The first possibility is that Archbishop Peña Parra bears primary, if not sole responsibility for the affair — since what little formal documentation there is bears his signature.
It is possible that some Argentine bishops approached him directly as the papal chief of staff, or were directed to him, and that he took the entire matter into his own hands to resolve according to his own judgment.
Another option is that those same bishops went to Pope Francis personally, or through his personal secretary, the Argentine Fr. Daniel Pellizzon, about the case and that while he never formally delegated or authorized some extraordinary process to overturn Príncipi’s conviction, Francis somehow informally set it in motion, passively allowed it to conclude in Príncipi’s favor, and then disowned it when it was challenged after the fact by the DDF.
It is also possible that those Argentine bishops approached the DDF’s own prefect, Cardinal Víctor Manuel Fernández, also from Argentina and a former seminary classmate of Príncipi’s, and that he either set in motion — or caused to be set in motion — some kind of extra-legal process circumventing his own department on Príncipi’s behalf.
Of course, it is also possible that Fernández had either no role in the affair, or even intervened with the pope to support his own department’s move to insist on proper justice being served.
Why it matters
The basic facts of the Príncipi case present a dangerous potential scandal for the Vatican at the highest levels. And, at this point, there are few possible explanations (if any) that wouldn’t cause international outcry.
A priest was tried and convicted twice for sexually abusing children according to the laws and processes which Pope Francis has staked his personal credibility on upholding. Someone then attempted to subvert that process — and secured at least the cooperation of his chief of staff in doing so.
In April of 2022, Pope Francis told members of the Pontifical Commission for the Protection on Minors that the Church’s credible handling of abuse cases demanded “a factor of transparency and accountability.”
“Without that progress,” he said, “the faithful will continue to lose trust in their pastors, and preaching and witnessing to the Gospel will become increasingly difficult.” Those are the stakes as the pope has defined them.
Put in the starkest possible terms, some combination of the pope’s closest collaborators — his chief of staff, his personal secretary, and the prefect of the Dicastery for the Doctrine of the Faith — or even the pope himself, authorized an attempt to circumvent the rule of law and restore a convicted child abuser to ministry.
In the event that Archbishop Peña Parra bears principal or sole responsibility for the order he signed, it is difficult to see how he could be allowed to continue credibly in office — or why Pope Francis would trust him to continue to do so.
If it were to emerge that Cardinal Fernández intervened on Príncipi’s behalf, the matter would be, if anything, even more serious, since the cardinal was expressly excluded by Francis from overseeing cases like Príncipi’s over concerns of how he handled similar cases as a diocesan bishop in Argentina.
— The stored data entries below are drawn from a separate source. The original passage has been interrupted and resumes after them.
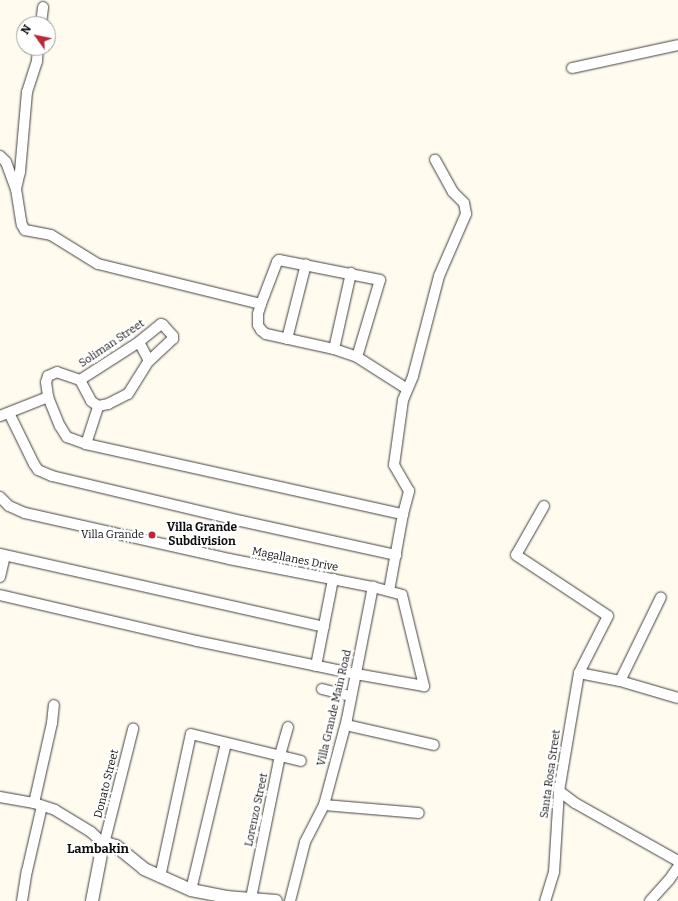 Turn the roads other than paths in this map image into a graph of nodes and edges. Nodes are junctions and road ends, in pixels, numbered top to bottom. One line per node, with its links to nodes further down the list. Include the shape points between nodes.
1 (43, 7): 2 (street)
2 (42, 16)
3 (678, 45): 5 (street)
4 (37, 56): 8 (street, via 27,92 20,172)
5 (572, 68)
6 (0, 156): 8 (street, via 6,162)
7 (435, 160): 18 (street, via 453,192 464,203 466,214 439,276)
8 (16, 189): 11 (street, via 24,230 51,235 98,264)
9 (306, 264): 10 (street); 11 (street, via 279,260); 12 (street)
10 (351, 273): 14 (street); 15 (street, via 380,280)
11 (261, 304): 12 (street, via 258,314 261,330 266,334)
12 (287, 339): 14 (street)
13 (139, 342): 16 (street); 16 (street, Soliman Street, via 161,324 173,336 173,340); 17 (street, Soliman Street)
14 (334, 350): 15 (street)
15 (356, 357): 18 (street)
16 (149, 361): 20 (street, via 128,394)
17 (80, 380): 19 (street, Soliman Street, via 57,372 52,373 46,382); 20 (street, via 91,400)
18 (408, 389): 25 (street, via 403,400 394,465 409,491)
19 (48, 397): 21 (street); 22 (street, via 67,437)
20 (98, 406): 22 (street)
21 (4, 414): 27 (street, via 38,470 52,476)
22 (86, 444): 25 (street)
23 (0, 497): 29 (street, Magallanes Drive, via 9,506 25,513)
24 (544, 506): 36 (street, Santa Rosa Street, via 516,555 608,616)
25 (403, 514): 27 (street)
26 (2, 555): 28 (street); 34 (street)
27 (396, 555): 31 (street)
28 (0, 577)
29 (333, 580): 30 (street, Magallanes Drive); 34 (street)
30 (373, 587): 31 (street, Magallanes Drive); 37 (street, Villa Grande Main Road)
31 (389, 591): 37 (street, Magallanes Drive, via 402,595 424,686)
32 (0, 595): 35 (street)
33 (661, 597): 38 (street)
34 (324, 627): 35 (street)
35 (316, 666): 37 (street)
36 (579, 673): 38 (street); 50 (street, Santa Rosa Street)
37 (356, 674): 40 (street, Villa Grande Main Road)
38 (620, 681): 41 (street)
39 (322, 689): 40 (street)
40 (351, 696): 43 (street, Villa Grande Main Road)
41 (678, 698)
42 (54, 705): 52 (street)
43 (346, 725): 47 (street); 53 (street, Villa Grande Main Road)
44 (288, 727): 48 (street, Lorenzo Street)
45 (133, 729): 55 (street, Donato Street)
46 (226, 743): 48 (street); 58 (street, via 192,734); 59 (street)
47 (434, 744)
48 (280, 755): 49 (street); 60 (street, Lorenzo Street)
49 (301, 761)
50 (559, 791): 56 (street, via 575,803); 65 (street, Santa Rosa Street, via 554,872)
51 (0, 797): 52 (street)
52 (38, 804): 55 (street, via 66,815); 61 (street)
53 (324, 805): 54 (street); 64 (street, Villa Grande Main Road, via 305,842)
54 (419, 813)
55 (104, 844): 58 (street, via 116,846 144,869); 62 (street)
56 (678, 861)
57 (678, 867): 66 (street)
58 (160, 877): 59 (street)
59 (192, 890): 60 (street, via 226,897)
60 (250, 898): 63 (street)
61 (22, 901)
62 (92, 901)
63 (276, 901)
64 (290, 901)
65 (545, 901)
66 (650, 901)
The third option, which most Catholics would be loath to contemplate, is that Pope Francis himself was behind a move to subvert the very mechanisms of justice he has personally committed himself to strengthening and defending. And that he did so in a way which maintained formal deniability.
For the moment, the Holy See is not commenting directly on the Príncipi case.
But the promptness with which Iannone’s interview was arranged and released, and the studied explanation by the prefect of things which could have been done but, in the light of the known facts, seem obviously not to have been done in this case, suggest that at least some in the Vatican understand the seriousness of the potential scandal.
The ultimate question now seems to be: will the Vatican judge that leaving open the scandal of potential papal complicity in the Príncipi case is less damaging than clarifying what actually happened?